# [RECORDS SHOWN]
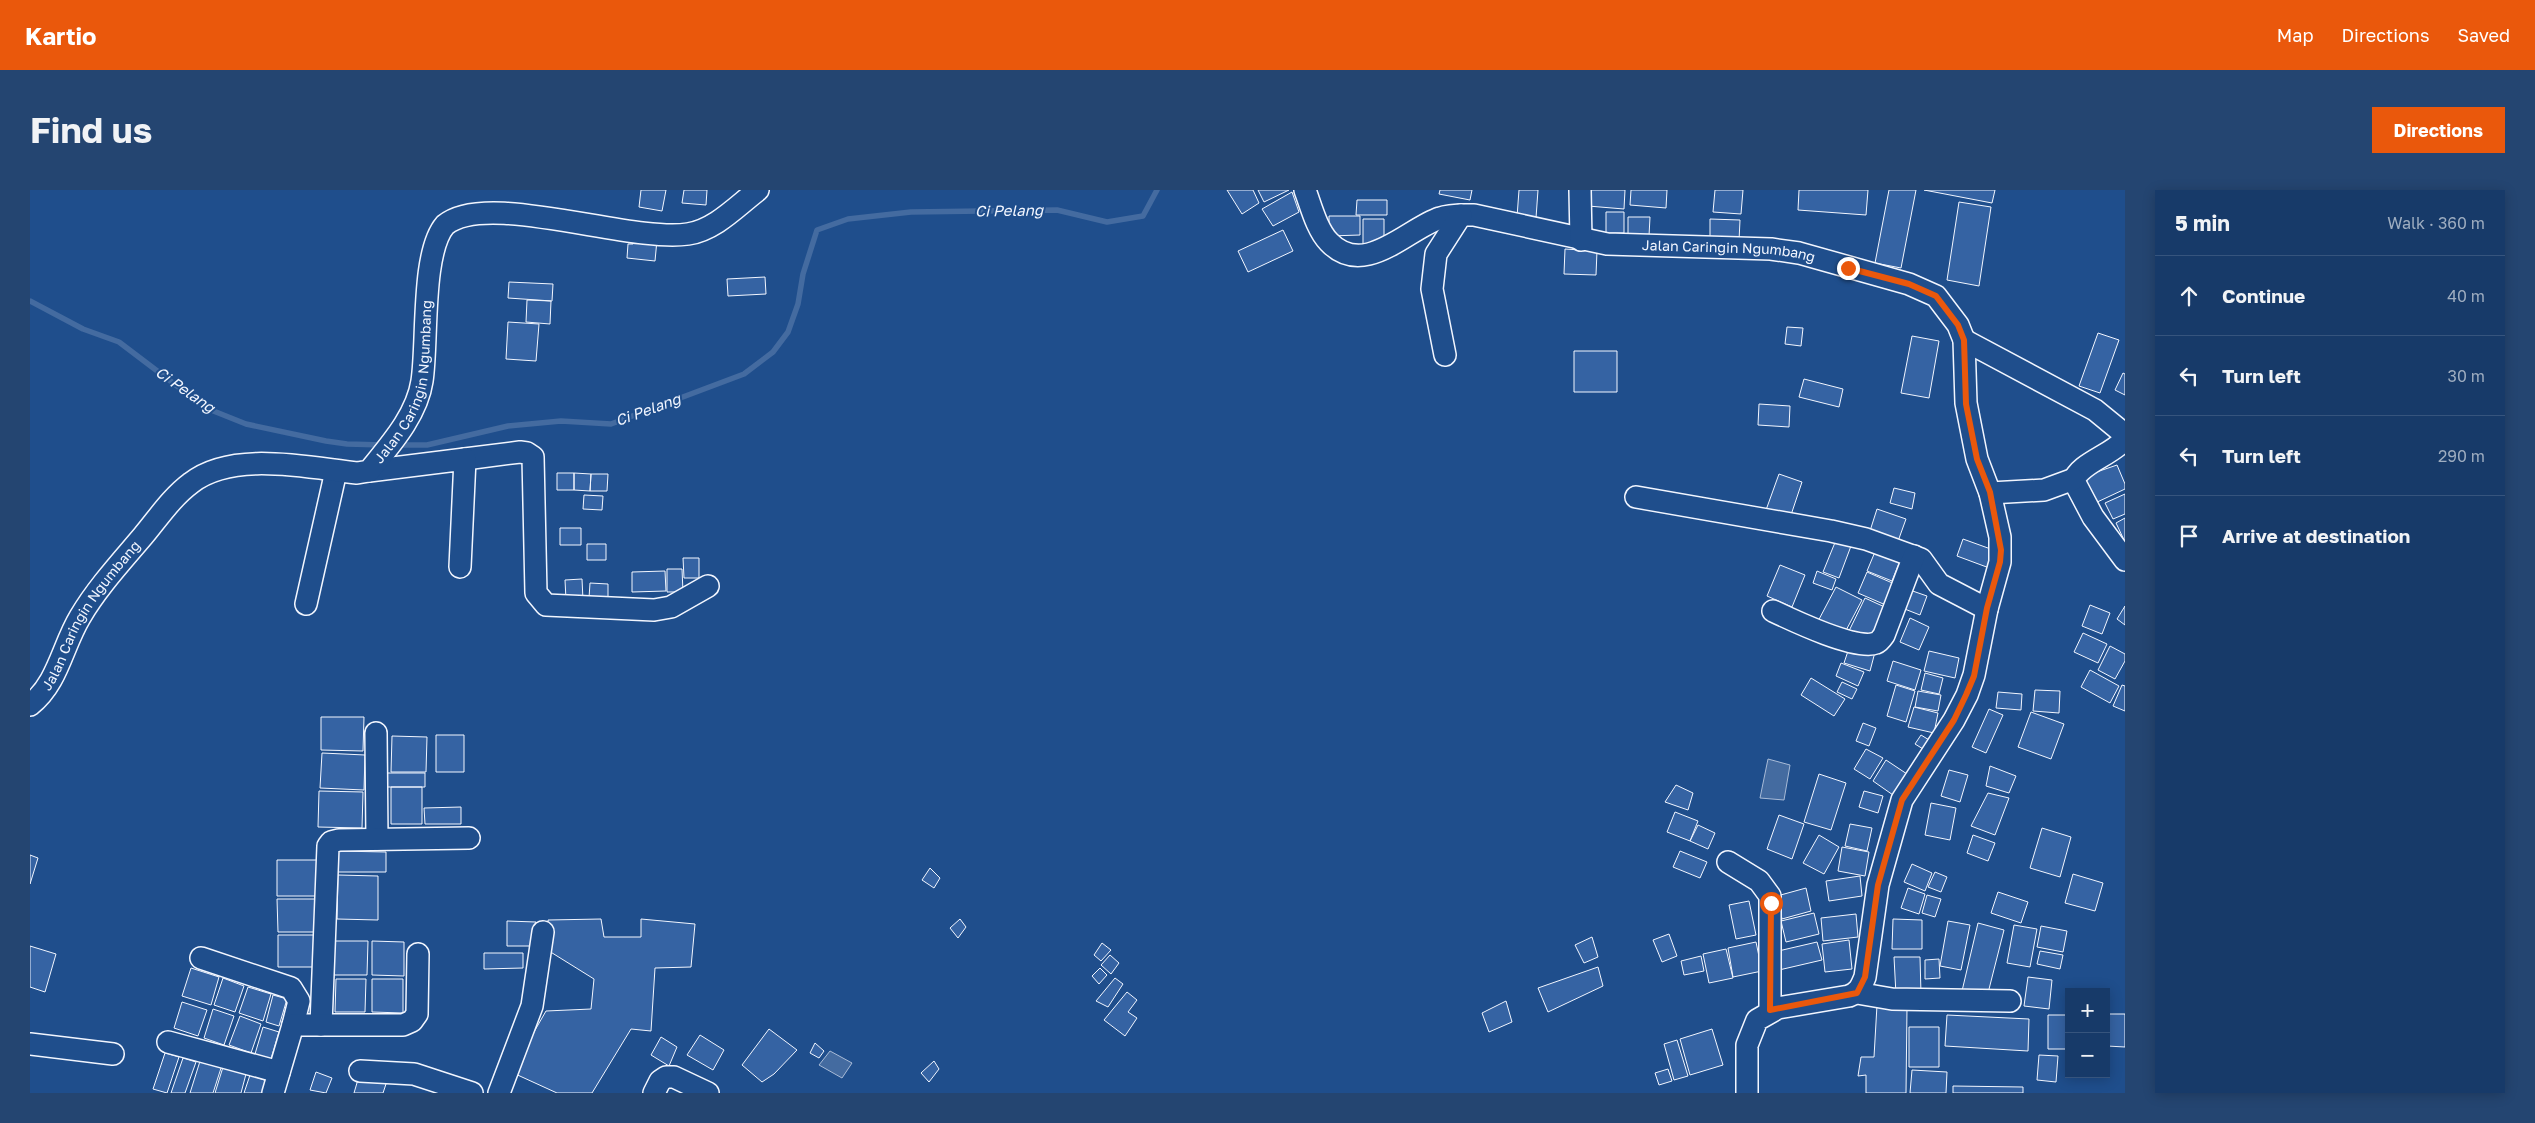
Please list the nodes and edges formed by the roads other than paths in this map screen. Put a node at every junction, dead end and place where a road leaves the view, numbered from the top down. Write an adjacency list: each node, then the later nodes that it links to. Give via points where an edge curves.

==

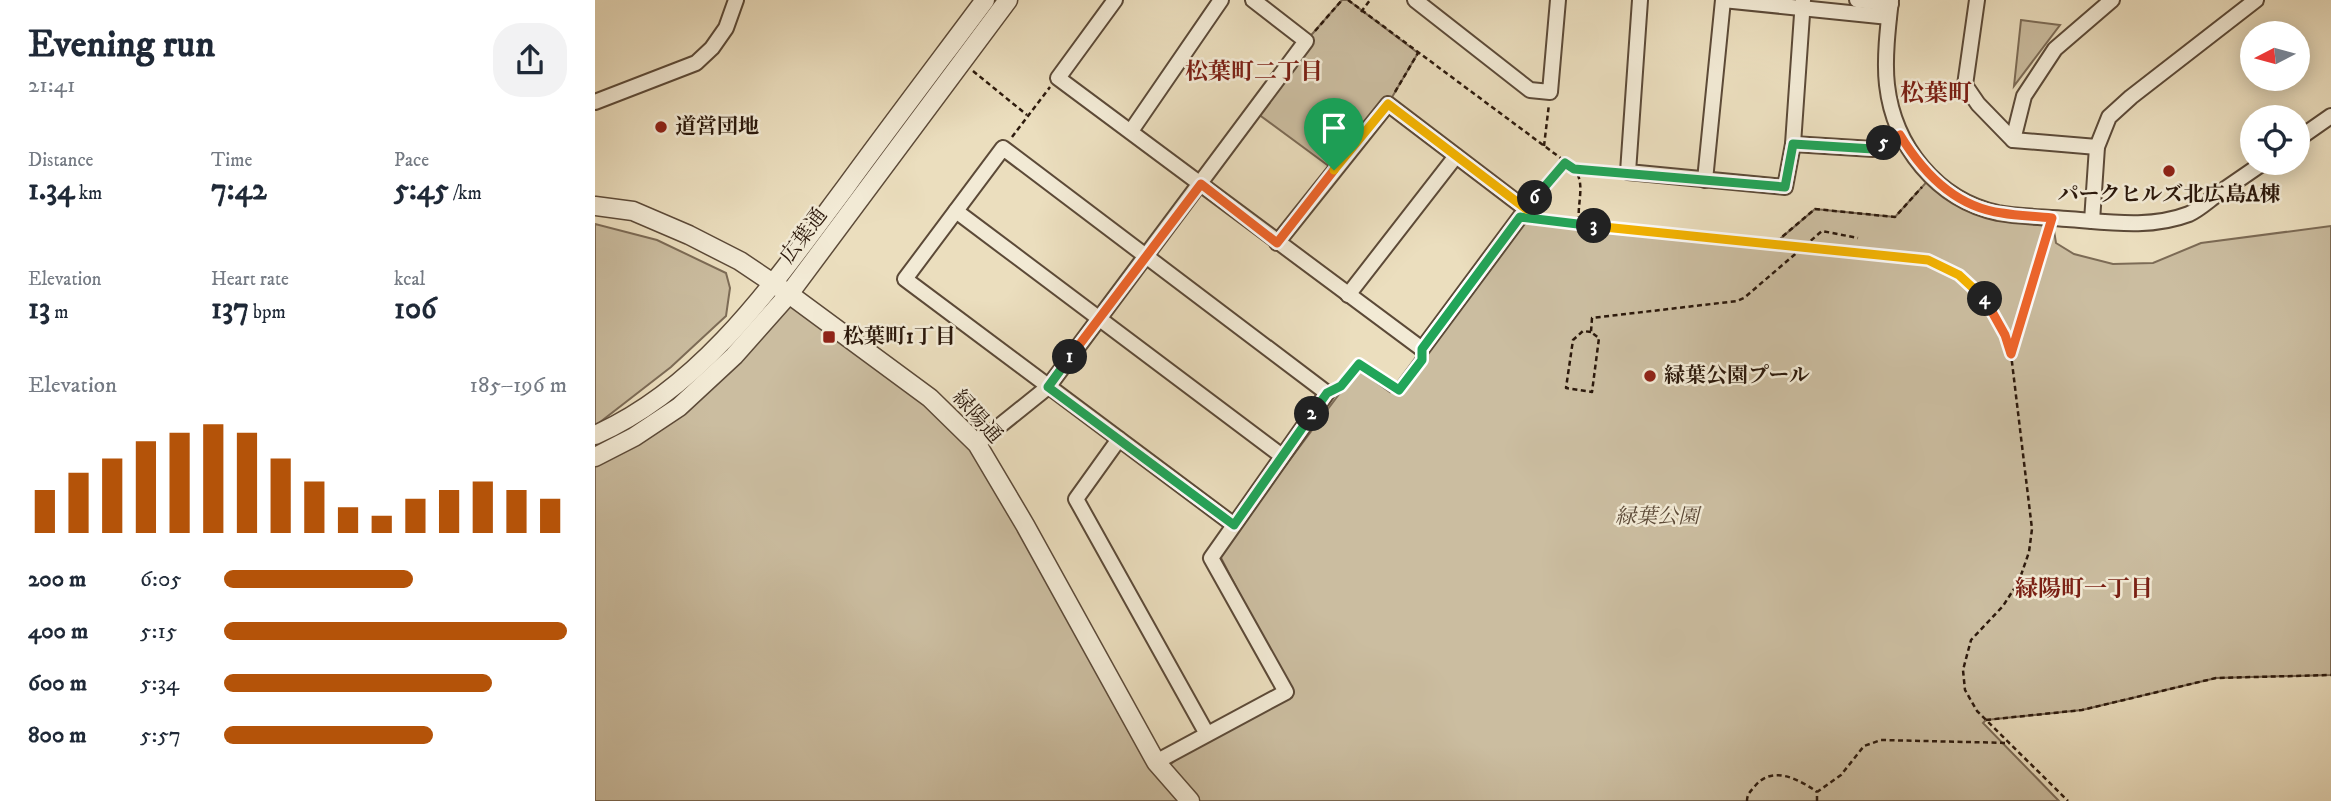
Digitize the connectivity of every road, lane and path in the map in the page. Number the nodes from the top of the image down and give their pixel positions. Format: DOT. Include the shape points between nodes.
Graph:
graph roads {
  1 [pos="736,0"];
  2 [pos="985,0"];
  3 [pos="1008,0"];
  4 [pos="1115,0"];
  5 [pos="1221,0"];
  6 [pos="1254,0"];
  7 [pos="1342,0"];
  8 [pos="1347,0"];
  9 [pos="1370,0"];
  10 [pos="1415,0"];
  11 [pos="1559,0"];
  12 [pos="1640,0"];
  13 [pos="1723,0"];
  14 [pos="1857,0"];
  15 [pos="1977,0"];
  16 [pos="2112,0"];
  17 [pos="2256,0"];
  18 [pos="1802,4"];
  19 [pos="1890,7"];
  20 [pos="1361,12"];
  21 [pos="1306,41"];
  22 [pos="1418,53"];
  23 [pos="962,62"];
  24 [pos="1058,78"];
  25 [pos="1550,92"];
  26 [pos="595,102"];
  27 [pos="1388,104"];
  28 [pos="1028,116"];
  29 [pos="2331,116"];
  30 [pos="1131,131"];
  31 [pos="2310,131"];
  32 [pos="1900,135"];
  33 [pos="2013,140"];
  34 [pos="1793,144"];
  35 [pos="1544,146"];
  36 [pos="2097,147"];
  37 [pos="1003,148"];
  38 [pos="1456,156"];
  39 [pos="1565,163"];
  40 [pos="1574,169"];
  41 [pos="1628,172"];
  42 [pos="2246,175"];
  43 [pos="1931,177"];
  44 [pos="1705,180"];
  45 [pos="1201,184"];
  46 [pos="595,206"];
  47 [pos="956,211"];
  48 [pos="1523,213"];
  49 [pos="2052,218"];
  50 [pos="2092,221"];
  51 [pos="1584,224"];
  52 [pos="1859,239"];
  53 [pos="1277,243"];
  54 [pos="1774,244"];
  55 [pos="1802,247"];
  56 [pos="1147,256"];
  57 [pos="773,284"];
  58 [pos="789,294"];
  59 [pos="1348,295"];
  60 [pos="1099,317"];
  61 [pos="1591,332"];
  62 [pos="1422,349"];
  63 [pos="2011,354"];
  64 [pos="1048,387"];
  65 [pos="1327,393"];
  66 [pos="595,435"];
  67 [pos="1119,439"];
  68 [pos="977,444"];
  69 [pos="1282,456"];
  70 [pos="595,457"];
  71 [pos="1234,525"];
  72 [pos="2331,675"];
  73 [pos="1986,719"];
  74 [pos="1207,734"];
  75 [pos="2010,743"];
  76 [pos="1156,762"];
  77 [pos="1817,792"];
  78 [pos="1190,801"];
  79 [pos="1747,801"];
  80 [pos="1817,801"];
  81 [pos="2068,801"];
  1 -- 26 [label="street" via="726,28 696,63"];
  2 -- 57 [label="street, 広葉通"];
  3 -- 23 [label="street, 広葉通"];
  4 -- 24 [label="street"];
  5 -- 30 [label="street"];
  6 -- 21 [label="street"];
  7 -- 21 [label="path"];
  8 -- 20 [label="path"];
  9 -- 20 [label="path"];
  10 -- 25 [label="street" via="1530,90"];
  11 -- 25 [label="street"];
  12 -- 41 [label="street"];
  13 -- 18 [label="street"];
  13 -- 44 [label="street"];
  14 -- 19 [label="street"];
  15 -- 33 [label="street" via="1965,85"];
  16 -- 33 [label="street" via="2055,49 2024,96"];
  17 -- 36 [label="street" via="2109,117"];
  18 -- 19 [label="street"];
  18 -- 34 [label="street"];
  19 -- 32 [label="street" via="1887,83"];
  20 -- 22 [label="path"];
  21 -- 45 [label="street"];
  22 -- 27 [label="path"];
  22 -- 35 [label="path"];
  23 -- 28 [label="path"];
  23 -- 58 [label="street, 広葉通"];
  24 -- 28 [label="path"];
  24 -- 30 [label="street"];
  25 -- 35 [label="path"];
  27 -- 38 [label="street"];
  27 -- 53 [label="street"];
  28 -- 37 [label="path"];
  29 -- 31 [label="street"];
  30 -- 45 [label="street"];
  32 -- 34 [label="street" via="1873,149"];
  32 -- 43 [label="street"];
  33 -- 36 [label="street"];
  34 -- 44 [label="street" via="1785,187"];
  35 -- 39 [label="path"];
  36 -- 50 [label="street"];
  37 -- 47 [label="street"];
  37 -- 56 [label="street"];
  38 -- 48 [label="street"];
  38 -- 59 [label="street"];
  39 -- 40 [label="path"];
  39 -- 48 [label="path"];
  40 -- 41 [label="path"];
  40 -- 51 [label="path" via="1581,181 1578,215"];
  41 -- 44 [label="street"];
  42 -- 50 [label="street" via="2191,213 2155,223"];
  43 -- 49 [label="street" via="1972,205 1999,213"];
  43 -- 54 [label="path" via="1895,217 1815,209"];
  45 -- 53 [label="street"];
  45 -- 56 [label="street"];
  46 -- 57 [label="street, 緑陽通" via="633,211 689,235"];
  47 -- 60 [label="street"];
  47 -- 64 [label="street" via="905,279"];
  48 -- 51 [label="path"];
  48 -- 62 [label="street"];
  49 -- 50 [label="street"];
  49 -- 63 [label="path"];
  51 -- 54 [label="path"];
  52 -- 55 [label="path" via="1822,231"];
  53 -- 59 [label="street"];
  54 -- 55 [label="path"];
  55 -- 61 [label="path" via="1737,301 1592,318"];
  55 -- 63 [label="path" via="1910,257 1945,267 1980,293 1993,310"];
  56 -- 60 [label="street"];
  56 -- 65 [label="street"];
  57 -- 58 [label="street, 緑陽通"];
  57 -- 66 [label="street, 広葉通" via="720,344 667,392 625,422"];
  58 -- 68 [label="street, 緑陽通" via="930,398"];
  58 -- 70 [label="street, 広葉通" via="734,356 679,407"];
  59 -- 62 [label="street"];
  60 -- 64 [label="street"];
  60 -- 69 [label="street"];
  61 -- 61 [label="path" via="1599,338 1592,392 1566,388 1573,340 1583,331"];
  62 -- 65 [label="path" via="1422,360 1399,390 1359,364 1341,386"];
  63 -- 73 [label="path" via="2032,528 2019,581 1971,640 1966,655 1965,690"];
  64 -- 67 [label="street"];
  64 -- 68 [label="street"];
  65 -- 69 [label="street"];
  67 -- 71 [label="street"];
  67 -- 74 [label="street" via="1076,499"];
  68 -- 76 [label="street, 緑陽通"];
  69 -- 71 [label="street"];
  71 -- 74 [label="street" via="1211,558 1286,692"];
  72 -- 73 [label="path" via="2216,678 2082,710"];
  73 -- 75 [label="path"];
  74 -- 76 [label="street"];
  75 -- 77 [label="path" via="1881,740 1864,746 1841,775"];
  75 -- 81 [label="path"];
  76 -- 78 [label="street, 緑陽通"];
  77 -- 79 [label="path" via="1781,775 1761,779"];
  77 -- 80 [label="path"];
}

---

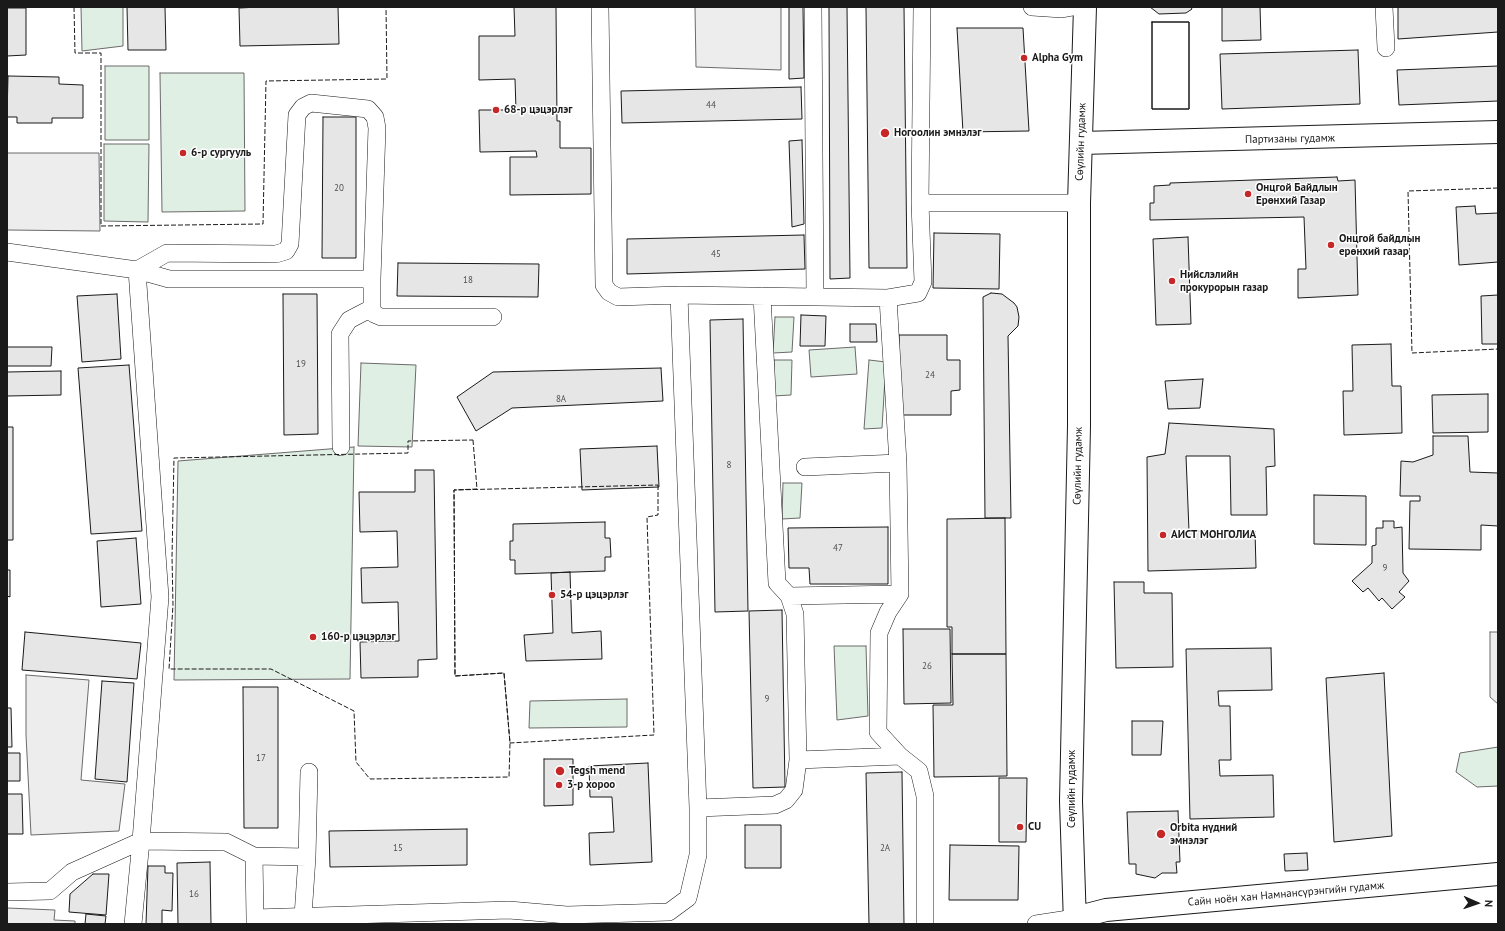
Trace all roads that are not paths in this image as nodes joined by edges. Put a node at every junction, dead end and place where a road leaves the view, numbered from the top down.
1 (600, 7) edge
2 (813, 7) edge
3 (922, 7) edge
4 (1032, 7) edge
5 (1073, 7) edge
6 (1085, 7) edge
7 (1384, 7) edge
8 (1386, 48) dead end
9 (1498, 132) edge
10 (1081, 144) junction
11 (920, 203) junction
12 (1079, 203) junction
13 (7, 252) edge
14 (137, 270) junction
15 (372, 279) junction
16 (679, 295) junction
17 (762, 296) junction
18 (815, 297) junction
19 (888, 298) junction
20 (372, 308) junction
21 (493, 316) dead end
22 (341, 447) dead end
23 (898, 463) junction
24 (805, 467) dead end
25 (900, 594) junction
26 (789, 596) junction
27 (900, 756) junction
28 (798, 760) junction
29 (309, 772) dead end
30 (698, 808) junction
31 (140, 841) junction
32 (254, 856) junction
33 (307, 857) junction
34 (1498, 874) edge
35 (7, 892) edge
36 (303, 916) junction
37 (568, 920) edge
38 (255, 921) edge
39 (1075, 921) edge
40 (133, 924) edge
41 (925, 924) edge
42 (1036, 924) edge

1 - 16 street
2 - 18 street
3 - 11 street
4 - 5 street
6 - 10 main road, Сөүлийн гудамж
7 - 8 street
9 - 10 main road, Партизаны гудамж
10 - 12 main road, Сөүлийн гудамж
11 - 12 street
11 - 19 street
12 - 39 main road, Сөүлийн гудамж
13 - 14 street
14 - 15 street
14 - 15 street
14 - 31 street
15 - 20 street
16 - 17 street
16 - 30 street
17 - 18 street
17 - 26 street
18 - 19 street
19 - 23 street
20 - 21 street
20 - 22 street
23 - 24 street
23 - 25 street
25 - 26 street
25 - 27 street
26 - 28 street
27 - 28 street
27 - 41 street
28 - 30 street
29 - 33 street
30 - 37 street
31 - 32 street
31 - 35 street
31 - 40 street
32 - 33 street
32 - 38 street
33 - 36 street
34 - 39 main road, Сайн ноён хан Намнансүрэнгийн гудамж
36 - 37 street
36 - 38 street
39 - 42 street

# [WHAT IS EXPECTED]
Please copy out each line in the entries that mentions the string "points".

# [TASK ANSWER]
Please list the nodes and edges formed by the roads other than paths in this map screen. Put a node at every junction, dead end and place where a road leaves the view, numbered from the top down. Write an adjacency list: each node, then the later nodes that it links to. Give via points where an edge curves.
Digitize the connectivity of every road, lane and path in the map in the page. Number the nodes from the top of the image down and give their pixel positions. Format: DOT. Include the shape points between nodes.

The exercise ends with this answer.